Exercise details: For each line of the data that includes the word "roads", copy the line.

(Excerpts from a dataset)
::::

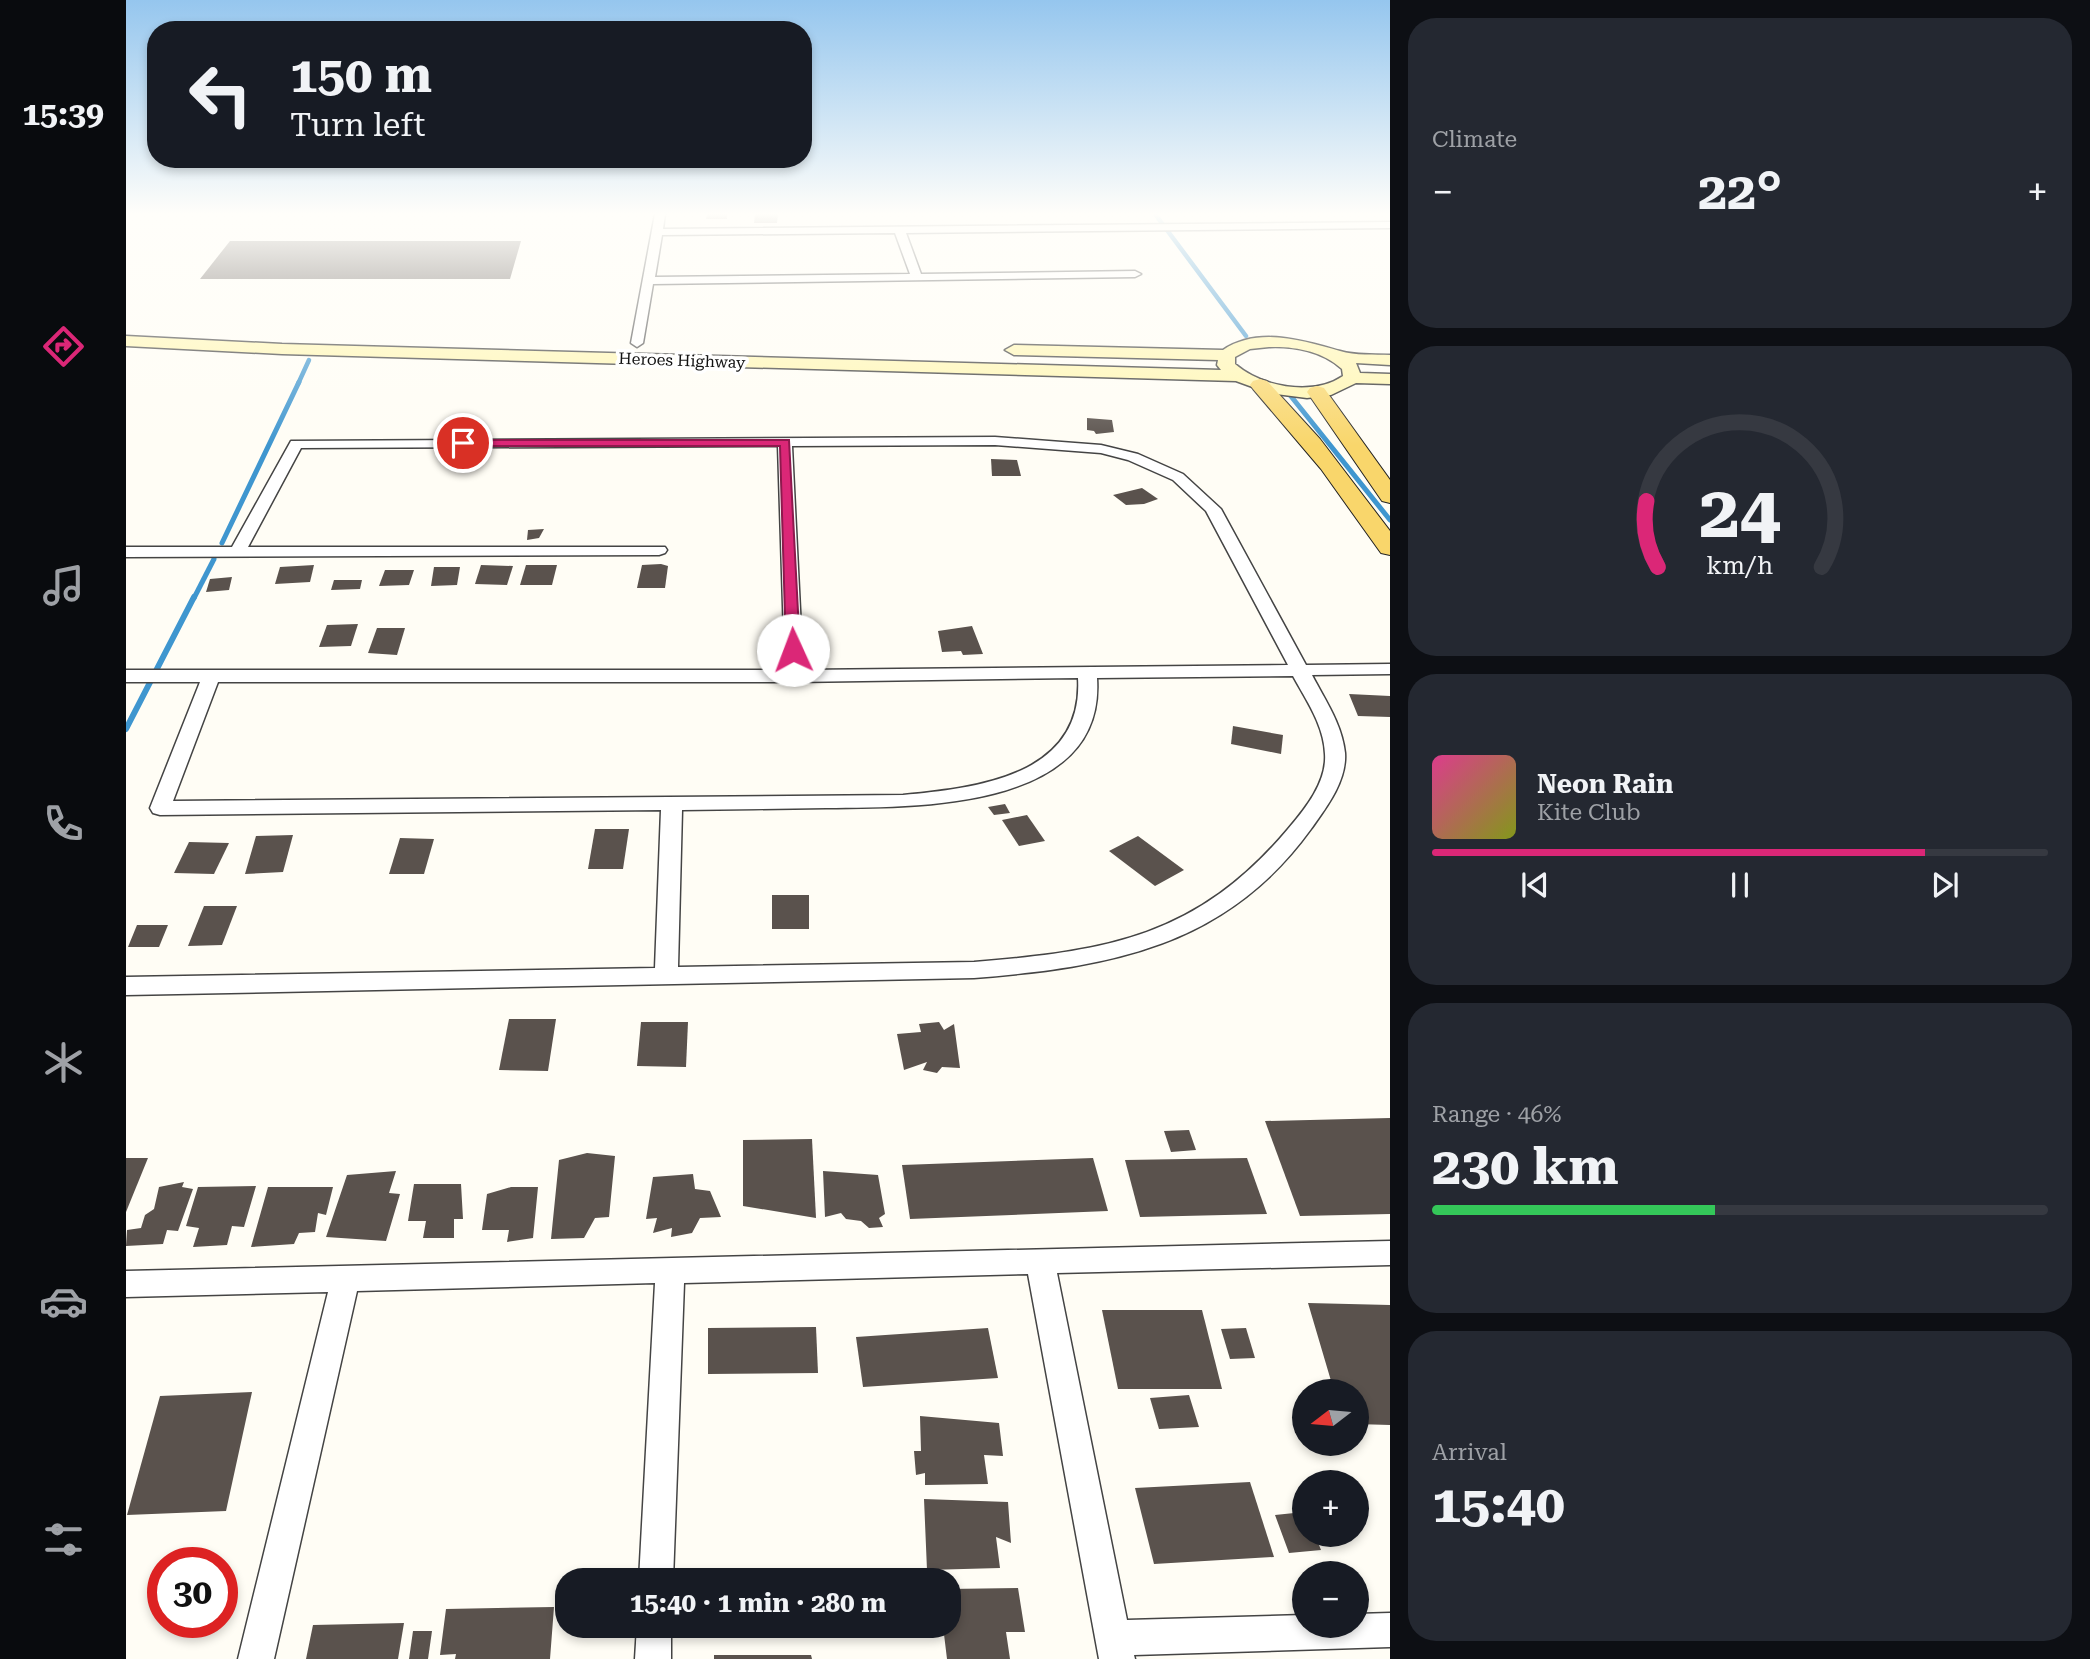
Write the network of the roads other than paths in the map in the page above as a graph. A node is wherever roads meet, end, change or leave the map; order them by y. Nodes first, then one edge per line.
1 (646, 291) edge
2 (153, 325) dead end
3 (126, 341) edge
4 (637, 343) junction
5 (815, 347) dead end
6 (994, 350) dead end
7 (1227, 355) junction
8 (1338, 357) junction
9 (1390, 360) edge
10 (1238, 376) junction
11 (1352, 378) junction
12 (1390, 379) edge
13 (1260, 385) junction
14 (1317, 391) junction
15 (785, 443) junction
16 (1390, 496) edge
17 (1390, 548) edge
18 (659, 550) dead end
19 (238, 551) junction
20 (126, 552) edge
21 (1390, 669) edge
22 (1087, 671) junction
23 (1301, 671) junction
24 (126, 676) edge
25 (211, 676) junction
26 (794, 676) junction
27 (672, 803) junction
28 (666, 975) junction
29 (126, 986) edge
30 (1390, 1253) edge
31 (1040, 1261) junction
32 (670, 1271) junction
33 (345, 1279) junction
34 (126, 1284) edge
35 (657, 1568) edge
36 (1390, 1630) edge
37 (654, 1638) edge
38 (1115, 1649) edge
39 (256, 1659) edge
40 (653, 1659) edge

1 - 4 street
2 - 4 main road, Heroes Highway
3 - 10 main road, Heroes Highway
4 - 5 main road, Heroes Highway
6 - 7 main road
7 - 8 main road
7 - 10 main road
8 - 9 main road
8 - 11 main road
10 - 13 main road
11 - 12 main road
11 - 14 main road
13 - 14 main road
13 - 17 main road
14 - 16 main road
15 - 19 street
15 - 23 street
15 - 26 street
18 - 19 street
19 - 20 street
21 - 23 street
22 - 23 street
22 - 26 street
22 - 27 street
23 - 28 street
24 - 25 street
25 - 26 street
25 - 27 street
27 - 28 street
28 - 29 street
30 - 31 street
31 - 32 street
31 - 38 street
32 - 33 street
32 - 35 street
33 - 34 street
33 - 39 street
36 - 38 street
37 - 40 street

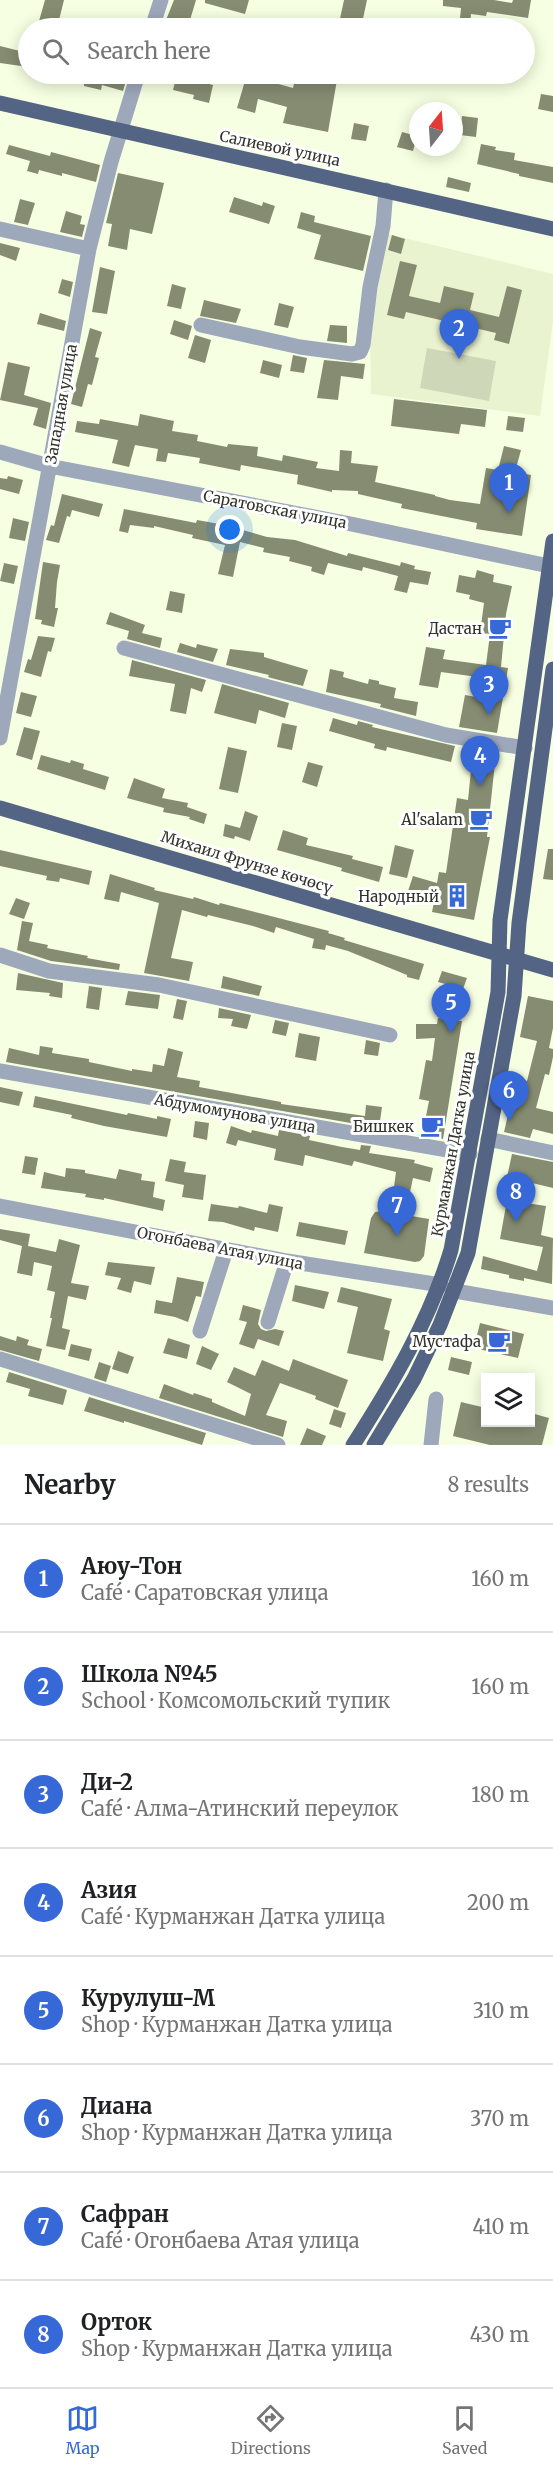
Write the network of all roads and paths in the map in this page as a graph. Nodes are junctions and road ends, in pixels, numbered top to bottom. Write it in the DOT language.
graph roads {
  1 [pos="161,0"];
  2 [pos="155,18"];
  3 [pos="135,84"];
  4 [pos="0,103"];
  5 [pos="120,132"];
  6 [pos="386,190"];
  7 [pos="0,229"];
  8 [pos="553,229"];
  9 [pos="89,249"];
  10 [pos="201,325"];
  11 [pos="0,452"];
  12 [pos="49,466"];
  13 [pos="553,541"];
  14 [pos="549,566"];
  15 [pos="124,648"];
  16 [pos="553,669"];
  17 [pos="0,738"];
  18 [pos="525,748"];
  19 [pos="0,808"];
  20 [pos="0,955"];
  21 [pos="499,956"];
  22 [pos="516,960"];
  23 [pos="553,970"];
  24 [pos="390,1035"];
  25 [pos="0,1071"];
  26 [pos="488,1139"];
  27 [pos="470,1154"];
  28 [pos="553,1154"];
  29 [pos="0,1206"];
  30 [pos="226,1250"];
  31 [pos="287,1261"];
  32 [pos="448,1288"];
  33 [pos="553,1308"];
  34 [pos="268,1322"];
  35 [pos="200,1331"];
  36 [pos="0,1359"];
  37 [pos="436,1399"];
  38 [pos="278,1445"];
  39 [pos="353,1445"];
  40 [pos="374,1445"];
  41 [pos="431,1445"];
  1 -- 2 [label="street"];
  3 -- 5 [label="street, Западная улица"];
  4 -- 5 [label="main road, Салиевой улица"];
  5 -- 6 [label="main road, Салиевой улица"];
  5 -- 9 [label="street, Западная улица"];
  6 -- 8 [label="main road, Салиевой улица"];
  6 -- 10 [label="street"];
  7 -- 9 [label="street"];
  9 -- 12 [label="street, Западная улица"];
  11 -- 12 [label="street, Саратовская улица"];
  12 -- 14 [label="street, Саратовская улица"];
  12 -- 17 [label="street, Западная улица"];
  13 -- 14 [label="main road, Курманжан Датка улица"];
  14 -- 18 [label="main road, Курманжан Датка улица"];
  15 -- 18 [label="street"];
  16 -- 22 [label="main road, Курманжан Датка улица"];
  18 -- 21 [label="main road, Курманжан Датка улица"];
  19 -- 21 [label="main road, Михаил Фрунзе көчөсү"];
  20 -- 24 [label="street"];
  21 -- 22 [label="main road, Михаил Фрунзе көчөсү"];
  21 -- 27 [label="main road, Курманжан Датка улица"];
  22 -- 23 [label="main road, Михаил Фрунзе көчөсү"];
  22 -- 26 [label="main road, Курманжан Датка улица"];
  25 -- 27 [label="street, Абдумомунова улица"];
  26 -- 28 [label="street"];
  26 -- 32 [label="main road, Курманжан Датка улица"];
  27 -- 32 [label="main road, Курманжан Датка улица"];
  29 -- 30 [label="street, Огонбаева Атая улица"];
  30 -- 31 [label="street, Огонбаева Атая улица"];
  30 -- 35 [label="street"];
  31 -- 32 [label="street, Огонбаева Атая улица"];
  31 -- 34 [label="street"];
  32 -- 33 [label="street, Огонбаева Атая улица"];
  32 -- 39 [label="main road, Курманжан Датка улица"];
  32 -- 40 [label="main road, Курманжан Датка улица"];
  36 -- 38 [label="street"];
  37 -- 41 [label="street"];
}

::::

Answer to the problem:
Write the network of the roads other than paths in the map in the page above as a graph. A node is wherever roads meet, end, change or leave the map; order them by y. Nodes first, then one edge per line.
Write the network of all roads and paths in the map in this page as a graph. Nodes are junctions and road ends, in pixels, numbered top to bottom. Write it in the DOT language.
graph roads {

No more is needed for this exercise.